[csaa-forum] RE: wanting to be effluent

Danny Butt db at dannybutt.net
Tue Oct 12 13:47:07 CST 2004


I'd share with Jean and Alan a concern at the fairly dismissive approach
being taken to the cultural forms of "middle australia" in some quarters
(not just on this list!). Particularly if we're teaching in tertiary
education which is  growing rapidly due to the "aspirational classes" (I
hate that term) surely we can try to understand why meatloaf might move
them!

One thing I'd be interested in hearing more about, particularly by people
who were at the polling booths, doing interviews, or otherwise involved in
social values research:

Andrea Mason leading Family First to some prominence has some interesting
parallels here in NZ with the rise of Destiny Church and the number of Maori
supporting their leader Brian Tamaki:

http://tvnz.co.nz/view/news_national_story_skin/451171%3fformat=html

There seems to me to be a way that the rapidly expanding "new religions" are
occupying a spiritual void created by the secularisation of mainstream white
culture. They are delivering an integrated life-system of intellectual,
emotional, and spiritual development, providing a sense of value and shared
purpose.
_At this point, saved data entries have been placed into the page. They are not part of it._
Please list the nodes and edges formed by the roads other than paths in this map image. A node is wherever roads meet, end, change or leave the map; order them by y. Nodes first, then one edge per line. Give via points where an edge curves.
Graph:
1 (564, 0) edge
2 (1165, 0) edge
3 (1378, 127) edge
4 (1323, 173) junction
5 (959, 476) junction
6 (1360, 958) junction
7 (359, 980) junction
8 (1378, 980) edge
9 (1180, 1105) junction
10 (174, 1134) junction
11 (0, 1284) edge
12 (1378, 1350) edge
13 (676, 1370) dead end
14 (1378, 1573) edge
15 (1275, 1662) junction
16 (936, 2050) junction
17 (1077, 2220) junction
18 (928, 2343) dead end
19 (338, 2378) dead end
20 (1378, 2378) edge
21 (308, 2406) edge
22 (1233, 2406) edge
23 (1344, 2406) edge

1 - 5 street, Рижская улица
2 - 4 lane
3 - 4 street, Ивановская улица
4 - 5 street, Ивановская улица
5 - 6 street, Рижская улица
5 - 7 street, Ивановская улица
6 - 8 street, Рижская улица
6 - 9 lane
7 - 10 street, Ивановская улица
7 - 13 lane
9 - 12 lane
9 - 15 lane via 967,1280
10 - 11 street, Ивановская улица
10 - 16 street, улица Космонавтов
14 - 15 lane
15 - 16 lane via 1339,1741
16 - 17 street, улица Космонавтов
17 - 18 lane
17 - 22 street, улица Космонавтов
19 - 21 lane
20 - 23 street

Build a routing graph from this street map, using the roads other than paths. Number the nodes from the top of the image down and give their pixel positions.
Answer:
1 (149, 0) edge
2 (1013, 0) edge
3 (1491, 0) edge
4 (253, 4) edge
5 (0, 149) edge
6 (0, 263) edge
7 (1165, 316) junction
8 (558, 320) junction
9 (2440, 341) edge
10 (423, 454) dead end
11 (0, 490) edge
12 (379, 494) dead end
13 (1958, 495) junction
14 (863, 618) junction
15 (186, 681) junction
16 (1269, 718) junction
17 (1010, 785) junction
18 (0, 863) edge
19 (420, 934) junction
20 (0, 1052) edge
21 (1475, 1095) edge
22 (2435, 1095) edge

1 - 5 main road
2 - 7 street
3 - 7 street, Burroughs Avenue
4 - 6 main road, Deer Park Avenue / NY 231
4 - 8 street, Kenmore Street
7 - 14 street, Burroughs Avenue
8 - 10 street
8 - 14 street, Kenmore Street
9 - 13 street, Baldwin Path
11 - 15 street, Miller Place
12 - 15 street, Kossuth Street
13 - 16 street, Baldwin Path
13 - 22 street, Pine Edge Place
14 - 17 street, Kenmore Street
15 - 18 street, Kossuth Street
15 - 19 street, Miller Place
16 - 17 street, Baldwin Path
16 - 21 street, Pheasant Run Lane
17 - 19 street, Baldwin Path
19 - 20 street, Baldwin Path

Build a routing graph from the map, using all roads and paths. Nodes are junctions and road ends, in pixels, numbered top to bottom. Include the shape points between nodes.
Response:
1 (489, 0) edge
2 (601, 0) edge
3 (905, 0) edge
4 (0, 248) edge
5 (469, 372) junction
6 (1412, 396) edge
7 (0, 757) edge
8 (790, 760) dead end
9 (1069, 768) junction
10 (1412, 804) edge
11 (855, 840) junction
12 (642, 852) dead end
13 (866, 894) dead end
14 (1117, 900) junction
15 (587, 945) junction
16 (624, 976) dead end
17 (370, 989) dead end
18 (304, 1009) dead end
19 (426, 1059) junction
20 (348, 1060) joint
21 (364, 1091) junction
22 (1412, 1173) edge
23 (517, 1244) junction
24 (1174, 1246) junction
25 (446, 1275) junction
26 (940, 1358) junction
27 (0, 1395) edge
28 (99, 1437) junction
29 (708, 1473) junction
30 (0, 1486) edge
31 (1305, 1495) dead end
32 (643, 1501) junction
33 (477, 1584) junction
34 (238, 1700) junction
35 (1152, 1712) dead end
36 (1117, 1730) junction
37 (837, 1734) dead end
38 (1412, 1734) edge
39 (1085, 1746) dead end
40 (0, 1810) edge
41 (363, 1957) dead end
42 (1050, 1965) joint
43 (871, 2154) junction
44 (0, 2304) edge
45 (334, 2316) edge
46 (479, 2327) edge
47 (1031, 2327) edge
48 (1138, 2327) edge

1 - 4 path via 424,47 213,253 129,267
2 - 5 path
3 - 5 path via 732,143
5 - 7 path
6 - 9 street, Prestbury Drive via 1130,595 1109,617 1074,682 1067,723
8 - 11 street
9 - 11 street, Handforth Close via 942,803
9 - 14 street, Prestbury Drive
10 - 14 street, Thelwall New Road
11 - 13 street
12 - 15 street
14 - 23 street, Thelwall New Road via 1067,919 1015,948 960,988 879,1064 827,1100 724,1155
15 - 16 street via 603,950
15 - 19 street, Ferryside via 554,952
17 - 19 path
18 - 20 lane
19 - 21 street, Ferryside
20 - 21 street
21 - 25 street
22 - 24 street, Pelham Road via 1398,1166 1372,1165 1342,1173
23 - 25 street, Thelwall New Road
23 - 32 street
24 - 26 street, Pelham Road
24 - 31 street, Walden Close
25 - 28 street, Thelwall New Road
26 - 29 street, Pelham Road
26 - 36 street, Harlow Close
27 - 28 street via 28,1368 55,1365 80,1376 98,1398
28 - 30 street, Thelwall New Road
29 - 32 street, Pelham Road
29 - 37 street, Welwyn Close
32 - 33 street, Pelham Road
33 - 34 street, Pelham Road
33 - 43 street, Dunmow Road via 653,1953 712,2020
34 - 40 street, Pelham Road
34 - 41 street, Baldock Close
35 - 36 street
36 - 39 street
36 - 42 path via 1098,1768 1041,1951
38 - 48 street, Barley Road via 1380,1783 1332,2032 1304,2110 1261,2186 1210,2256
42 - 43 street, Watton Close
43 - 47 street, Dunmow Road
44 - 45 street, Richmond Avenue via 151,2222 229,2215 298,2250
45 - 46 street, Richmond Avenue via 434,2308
This also, as a byproduct, translates to a much better marketing
campaign than intellectual stoushes in the opinion pages of the newspapers,
or even the TV. I wonder if there is something important to be learned here
by the left about on-the-ground organising, affective politics, and a few of
the other issues that have come up. Even at a purely sociological level, it
seems important to note that it's difficult to imagine an Aboriginal woman
leading the Labor party in its current form.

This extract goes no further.